Say how many lines in the following entries include "lane", and add nothing else.
::::::
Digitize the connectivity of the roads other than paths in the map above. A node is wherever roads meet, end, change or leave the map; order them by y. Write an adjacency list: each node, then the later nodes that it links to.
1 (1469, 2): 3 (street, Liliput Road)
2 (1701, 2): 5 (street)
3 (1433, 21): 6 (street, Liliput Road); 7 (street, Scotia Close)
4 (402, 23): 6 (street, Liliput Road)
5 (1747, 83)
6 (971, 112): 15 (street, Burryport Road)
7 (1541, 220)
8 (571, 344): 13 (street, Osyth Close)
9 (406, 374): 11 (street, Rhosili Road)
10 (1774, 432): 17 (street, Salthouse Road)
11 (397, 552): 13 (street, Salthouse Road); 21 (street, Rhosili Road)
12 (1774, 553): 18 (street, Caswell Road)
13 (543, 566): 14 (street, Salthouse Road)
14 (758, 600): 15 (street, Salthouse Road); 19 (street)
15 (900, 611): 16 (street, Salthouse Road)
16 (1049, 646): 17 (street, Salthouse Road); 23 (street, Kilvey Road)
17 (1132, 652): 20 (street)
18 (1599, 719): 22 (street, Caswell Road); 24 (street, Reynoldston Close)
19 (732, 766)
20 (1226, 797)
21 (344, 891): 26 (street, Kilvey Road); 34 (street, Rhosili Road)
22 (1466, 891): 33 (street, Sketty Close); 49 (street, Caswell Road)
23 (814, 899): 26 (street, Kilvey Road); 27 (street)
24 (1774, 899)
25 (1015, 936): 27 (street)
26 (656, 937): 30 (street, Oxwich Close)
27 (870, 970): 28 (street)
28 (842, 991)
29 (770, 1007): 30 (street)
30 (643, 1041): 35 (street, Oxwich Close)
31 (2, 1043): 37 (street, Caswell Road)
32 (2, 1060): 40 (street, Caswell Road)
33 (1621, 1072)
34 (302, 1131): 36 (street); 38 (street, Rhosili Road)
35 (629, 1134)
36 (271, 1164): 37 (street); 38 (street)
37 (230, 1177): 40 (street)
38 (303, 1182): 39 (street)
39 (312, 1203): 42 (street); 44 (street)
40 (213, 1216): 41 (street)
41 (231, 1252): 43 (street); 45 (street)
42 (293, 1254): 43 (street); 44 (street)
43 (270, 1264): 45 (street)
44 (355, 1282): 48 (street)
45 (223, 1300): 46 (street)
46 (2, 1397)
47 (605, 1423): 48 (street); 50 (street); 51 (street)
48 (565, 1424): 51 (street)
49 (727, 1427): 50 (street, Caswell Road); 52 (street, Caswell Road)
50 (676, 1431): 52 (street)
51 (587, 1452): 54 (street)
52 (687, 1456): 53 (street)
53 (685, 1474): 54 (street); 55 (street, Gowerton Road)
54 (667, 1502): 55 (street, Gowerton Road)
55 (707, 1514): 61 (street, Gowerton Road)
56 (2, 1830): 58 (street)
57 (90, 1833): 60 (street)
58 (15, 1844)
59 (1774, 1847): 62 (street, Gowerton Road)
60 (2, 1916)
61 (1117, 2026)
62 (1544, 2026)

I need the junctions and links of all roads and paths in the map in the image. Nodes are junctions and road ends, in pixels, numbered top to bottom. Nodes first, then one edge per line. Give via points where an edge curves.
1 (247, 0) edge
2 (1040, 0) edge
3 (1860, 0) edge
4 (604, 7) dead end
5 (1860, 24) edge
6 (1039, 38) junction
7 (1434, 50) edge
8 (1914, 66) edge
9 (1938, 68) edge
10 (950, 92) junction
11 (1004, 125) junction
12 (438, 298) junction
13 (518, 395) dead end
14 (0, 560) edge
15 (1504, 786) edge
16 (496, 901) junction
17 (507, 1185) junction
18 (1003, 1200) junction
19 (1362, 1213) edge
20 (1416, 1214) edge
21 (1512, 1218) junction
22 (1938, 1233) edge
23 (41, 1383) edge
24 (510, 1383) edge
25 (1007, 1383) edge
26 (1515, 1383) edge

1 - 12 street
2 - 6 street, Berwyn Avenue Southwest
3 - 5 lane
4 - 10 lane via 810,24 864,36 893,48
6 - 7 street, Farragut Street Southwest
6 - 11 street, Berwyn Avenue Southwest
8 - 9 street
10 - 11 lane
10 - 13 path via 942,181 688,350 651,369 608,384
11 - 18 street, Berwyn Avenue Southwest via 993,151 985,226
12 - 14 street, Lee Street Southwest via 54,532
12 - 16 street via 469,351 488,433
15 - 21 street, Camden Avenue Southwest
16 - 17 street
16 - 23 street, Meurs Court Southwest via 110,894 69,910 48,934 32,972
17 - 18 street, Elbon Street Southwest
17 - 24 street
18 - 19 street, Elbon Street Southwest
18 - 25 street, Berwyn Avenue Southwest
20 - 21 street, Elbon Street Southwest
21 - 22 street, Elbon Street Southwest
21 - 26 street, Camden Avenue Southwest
::::::
[Answer to the exercise]: 3